START INFORMATION PROVIDED
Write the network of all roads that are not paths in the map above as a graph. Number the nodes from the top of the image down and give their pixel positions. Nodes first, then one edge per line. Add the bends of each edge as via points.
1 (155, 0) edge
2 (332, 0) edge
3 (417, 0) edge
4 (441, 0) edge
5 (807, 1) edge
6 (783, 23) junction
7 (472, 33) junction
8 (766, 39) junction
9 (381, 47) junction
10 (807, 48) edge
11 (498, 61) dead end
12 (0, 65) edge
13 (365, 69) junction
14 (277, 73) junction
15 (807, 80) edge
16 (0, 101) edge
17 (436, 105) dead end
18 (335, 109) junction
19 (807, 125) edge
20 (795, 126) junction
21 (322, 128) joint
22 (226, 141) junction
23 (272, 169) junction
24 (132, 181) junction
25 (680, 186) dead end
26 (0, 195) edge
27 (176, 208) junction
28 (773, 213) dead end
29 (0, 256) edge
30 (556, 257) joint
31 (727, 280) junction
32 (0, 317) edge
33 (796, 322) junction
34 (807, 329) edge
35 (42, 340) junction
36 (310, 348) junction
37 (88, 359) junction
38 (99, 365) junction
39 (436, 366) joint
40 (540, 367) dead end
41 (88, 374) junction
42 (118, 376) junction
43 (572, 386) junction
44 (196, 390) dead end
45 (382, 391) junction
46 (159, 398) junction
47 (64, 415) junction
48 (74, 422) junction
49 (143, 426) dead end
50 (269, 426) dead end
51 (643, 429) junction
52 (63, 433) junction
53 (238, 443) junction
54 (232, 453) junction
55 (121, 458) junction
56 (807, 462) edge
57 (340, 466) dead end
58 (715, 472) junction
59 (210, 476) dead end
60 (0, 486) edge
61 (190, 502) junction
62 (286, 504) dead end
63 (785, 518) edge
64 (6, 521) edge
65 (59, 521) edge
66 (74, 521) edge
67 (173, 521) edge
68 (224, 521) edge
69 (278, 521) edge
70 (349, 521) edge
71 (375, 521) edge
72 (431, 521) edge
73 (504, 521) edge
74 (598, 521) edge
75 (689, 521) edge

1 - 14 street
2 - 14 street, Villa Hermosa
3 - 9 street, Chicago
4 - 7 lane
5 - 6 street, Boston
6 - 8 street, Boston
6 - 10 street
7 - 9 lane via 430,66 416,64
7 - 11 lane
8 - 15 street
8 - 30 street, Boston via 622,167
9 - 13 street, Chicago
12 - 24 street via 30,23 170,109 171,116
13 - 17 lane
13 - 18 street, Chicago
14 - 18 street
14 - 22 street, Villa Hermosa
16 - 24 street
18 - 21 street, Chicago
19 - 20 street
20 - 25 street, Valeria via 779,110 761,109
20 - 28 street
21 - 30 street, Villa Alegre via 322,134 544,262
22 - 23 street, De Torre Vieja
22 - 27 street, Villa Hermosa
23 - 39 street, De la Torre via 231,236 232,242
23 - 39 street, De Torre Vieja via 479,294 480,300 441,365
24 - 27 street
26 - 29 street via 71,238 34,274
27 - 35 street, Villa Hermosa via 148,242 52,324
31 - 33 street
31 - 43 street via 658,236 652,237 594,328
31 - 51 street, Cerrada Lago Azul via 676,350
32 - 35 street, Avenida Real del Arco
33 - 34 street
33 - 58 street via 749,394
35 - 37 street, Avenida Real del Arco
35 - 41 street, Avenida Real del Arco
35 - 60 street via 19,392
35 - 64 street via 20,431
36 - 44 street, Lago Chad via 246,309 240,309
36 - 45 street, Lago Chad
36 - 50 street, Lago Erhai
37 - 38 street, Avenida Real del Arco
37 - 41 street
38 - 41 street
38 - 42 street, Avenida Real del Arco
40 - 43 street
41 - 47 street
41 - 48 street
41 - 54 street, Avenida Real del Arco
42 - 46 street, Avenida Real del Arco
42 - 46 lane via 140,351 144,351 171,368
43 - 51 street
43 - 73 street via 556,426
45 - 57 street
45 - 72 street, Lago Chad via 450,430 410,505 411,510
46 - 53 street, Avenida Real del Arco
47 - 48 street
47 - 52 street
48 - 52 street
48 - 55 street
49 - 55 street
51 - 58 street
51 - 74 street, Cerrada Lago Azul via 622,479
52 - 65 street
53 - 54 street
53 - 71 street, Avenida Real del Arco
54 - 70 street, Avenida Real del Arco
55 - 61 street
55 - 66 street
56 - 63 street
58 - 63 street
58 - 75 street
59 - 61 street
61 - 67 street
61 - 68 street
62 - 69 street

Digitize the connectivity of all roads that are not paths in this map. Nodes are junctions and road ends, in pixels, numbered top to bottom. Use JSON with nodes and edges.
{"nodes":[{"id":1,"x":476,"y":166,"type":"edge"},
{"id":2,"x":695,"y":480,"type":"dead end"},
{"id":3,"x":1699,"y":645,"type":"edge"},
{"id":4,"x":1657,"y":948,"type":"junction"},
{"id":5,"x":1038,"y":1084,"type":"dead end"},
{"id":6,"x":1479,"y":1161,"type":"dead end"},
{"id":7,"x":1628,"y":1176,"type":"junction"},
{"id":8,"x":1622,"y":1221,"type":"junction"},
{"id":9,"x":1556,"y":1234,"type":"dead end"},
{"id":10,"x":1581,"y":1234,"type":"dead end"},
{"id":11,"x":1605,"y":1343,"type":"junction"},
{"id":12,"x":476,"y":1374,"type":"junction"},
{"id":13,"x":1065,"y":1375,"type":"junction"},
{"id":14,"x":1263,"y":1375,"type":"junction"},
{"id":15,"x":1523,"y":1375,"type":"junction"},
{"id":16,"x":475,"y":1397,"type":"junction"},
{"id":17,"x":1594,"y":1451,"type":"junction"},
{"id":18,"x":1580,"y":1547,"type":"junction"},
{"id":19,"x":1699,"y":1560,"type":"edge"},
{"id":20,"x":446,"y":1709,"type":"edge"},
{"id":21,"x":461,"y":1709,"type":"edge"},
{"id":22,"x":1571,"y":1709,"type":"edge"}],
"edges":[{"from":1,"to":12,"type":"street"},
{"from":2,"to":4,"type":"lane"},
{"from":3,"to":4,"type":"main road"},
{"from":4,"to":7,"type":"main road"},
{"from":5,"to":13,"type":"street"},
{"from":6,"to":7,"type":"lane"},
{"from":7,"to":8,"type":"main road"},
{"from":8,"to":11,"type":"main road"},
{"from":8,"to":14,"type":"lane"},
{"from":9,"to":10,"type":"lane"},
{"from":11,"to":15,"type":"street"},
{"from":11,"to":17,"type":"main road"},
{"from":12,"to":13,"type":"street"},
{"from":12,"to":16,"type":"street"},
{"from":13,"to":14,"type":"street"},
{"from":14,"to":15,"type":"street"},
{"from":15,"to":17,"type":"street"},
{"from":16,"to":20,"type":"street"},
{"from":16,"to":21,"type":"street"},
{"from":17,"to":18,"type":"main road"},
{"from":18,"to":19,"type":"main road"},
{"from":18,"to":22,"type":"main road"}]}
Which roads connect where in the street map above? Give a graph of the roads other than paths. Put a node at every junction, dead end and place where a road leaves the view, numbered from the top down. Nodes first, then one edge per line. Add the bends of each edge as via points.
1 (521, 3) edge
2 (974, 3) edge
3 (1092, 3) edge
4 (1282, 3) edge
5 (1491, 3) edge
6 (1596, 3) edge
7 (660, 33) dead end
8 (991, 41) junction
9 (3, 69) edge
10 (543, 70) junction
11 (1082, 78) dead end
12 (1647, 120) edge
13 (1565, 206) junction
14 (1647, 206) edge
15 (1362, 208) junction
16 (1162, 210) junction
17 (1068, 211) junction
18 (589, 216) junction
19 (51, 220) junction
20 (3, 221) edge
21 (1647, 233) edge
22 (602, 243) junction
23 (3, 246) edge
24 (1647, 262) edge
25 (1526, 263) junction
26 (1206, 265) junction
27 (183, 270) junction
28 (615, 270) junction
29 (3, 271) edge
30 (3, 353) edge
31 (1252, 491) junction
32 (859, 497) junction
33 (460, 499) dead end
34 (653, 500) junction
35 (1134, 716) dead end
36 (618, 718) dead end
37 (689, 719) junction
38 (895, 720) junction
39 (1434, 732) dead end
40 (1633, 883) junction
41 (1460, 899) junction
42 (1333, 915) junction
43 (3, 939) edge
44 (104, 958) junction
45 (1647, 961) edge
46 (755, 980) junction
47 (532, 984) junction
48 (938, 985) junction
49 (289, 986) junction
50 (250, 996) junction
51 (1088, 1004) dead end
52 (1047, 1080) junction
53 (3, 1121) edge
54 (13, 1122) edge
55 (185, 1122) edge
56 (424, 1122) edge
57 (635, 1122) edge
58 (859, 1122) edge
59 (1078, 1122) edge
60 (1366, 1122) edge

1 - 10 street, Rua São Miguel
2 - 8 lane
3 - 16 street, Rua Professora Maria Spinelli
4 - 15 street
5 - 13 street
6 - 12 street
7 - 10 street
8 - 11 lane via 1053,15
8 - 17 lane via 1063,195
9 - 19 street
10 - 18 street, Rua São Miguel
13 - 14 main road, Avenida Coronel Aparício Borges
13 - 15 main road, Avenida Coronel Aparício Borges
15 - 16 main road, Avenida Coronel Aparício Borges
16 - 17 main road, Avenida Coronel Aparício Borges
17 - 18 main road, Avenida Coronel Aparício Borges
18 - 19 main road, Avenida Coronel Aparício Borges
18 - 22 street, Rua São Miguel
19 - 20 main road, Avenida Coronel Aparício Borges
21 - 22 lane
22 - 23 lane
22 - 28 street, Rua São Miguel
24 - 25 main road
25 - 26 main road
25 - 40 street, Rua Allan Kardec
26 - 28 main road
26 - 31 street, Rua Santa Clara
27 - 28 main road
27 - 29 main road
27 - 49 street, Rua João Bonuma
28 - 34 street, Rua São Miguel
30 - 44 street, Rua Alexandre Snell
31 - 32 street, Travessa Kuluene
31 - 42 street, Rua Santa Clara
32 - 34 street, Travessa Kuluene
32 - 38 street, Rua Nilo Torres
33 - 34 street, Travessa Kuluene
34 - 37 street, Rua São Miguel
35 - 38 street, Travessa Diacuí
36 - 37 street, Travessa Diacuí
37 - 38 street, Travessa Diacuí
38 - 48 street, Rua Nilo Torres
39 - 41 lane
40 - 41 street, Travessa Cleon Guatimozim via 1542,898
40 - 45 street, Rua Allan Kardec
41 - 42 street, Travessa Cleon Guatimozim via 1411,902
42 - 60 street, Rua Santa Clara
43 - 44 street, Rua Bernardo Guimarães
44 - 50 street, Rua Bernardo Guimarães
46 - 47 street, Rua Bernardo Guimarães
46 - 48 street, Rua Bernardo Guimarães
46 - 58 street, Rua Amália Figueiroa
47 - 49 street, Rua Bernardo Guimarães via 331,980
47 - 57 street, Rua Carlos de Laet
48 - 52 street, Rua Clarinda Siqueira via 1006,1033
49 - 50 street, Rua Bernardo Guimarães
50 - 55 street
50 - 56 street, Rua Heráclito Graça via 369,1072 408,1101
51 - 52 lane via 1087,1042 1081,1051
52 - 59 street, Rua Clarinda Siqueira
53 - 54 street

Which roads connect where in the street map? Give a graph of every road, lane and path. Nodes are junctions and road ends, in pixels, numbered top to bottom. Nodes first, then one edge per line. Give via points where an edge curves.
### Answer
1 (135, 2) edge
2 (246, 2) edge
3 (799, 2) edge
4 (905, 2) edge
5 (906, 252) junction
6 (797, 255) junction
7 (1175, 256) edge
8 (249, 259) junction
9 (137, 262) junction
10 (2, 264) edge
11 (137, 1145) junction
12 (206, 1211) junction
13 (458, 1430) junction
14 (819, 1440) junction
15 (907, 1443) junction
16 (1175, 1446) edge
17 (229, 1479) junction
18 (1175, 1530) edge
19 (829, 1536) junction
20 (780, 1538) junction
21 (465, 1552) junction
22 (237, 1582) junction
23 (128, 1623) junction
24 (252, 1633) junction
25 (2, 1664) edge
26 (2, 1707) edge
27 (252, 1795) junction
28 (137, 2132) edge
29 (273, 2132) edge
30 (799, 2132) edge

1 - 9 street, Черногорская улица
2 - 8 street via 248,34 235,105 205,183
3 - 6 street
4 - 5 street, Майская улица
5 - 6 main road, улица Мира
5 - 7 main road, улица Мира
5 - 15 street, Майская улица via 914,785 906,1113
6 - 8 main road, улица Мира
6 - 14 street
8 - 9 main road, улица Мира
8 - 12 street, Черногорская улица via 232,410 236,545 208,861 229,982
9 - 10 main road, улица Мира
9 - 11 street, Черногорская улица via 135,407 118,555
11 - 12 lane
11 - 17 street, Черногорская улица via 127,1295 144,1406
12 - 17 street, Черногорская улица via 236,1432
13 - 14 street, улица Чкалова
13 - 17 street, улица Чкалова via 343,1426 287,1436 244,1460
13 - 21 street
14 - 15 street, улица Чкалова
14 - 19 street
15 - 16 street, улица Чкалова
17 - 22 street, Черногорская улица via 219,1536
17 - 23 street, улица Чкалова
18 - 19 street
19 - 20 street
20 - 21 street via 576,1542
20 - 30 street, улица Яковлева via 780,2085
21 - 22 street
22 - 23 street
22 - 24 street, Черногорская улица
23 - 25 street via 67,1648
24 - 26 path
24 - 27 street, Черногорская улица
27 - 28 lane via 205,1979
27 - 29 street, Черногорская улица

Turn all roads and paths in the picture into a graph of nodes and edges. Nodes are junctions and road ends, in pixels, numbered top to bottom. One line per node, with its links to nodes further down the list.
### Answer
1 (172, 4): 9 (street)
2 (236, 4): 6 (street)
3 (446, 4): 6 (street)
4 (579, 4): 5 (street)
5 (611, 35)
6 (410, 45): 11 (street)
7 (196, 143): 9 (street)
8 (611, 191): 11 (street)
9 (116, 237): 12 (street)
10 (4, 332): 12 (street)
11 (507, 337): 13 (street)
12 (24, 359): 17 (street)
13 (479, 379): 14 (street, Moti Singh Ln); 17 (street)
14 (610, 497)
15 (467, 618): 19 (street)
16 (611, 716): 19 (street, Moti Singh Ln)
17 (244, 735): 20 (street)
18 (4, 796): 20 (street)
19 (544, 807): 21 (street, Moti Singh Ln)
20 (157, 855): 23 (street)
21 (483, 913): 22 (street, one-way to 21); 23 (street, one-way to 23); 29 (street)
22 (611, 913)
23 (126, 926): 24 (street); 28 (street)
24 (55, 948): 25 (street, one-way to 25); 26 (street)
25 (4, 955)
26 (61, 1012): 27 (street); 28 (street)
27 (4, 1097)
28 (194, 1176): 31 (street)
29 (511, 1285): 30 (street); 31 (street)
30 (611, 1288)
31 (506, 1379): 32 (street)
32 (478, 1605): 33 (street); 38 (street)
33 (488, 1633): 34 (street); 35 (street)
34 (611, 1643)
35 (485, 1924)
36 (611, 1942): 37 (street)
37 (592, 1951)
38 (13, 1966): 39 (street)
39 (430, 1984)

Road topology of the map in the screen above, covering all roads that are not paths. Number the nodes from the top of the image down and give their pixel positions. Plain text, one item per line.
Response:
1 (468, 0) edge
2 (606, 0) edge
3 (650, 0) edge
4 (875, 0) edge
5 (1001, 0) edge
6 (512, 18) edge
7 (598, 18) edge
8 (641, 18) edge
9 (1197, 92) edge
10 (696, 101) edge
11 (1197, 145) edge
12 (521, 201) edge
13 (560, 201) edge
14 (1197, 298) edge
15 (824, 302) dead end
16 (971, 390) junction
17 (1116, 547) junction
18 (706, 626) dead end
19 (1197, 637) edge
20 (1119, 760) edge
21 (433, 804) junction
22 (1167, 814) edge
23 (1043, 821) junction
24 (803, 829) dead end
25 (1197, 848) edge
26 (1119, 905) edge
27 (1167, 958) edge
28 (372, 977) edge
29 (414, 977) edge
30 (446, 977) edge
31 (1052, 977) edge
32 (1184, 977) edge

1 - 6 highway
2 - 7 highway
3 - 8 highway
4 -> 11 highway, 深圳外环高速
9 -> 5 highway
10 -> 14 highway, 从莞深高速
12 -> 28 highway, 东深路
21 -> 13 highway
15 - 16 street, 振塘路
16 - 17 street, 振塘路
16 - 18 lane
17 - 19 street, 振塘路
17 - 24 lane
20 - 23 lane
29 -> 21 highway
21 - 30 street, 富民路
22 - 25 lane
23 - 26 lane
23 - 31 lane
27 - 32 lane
END INFORMATION PROVIDED
> _WHAT THE TASK REQUIRES_
For each line in the material above that contains the string "pixels", make a copy.

> _TASK SOLUTION_
Digitize the connectivity of all roads that are not paths in this map. Nodes are junctions and road ends, in pixels, numbered top to bottom. Use JSON with nodes and edges.
Which roads connect where in the street map? Give a graph of every road, lane and path. Nodes are junctions and road ends, in pixels, numbered top to bottom. Nodes first, then one edge per line. Give via points where an edge curves.
Turn all roads and paths in the picture into a graph of nodes and edges. Nodes are junctions and road ends, in pixels, numbered top to bottom. One line per node, with its links to nodes further down the list.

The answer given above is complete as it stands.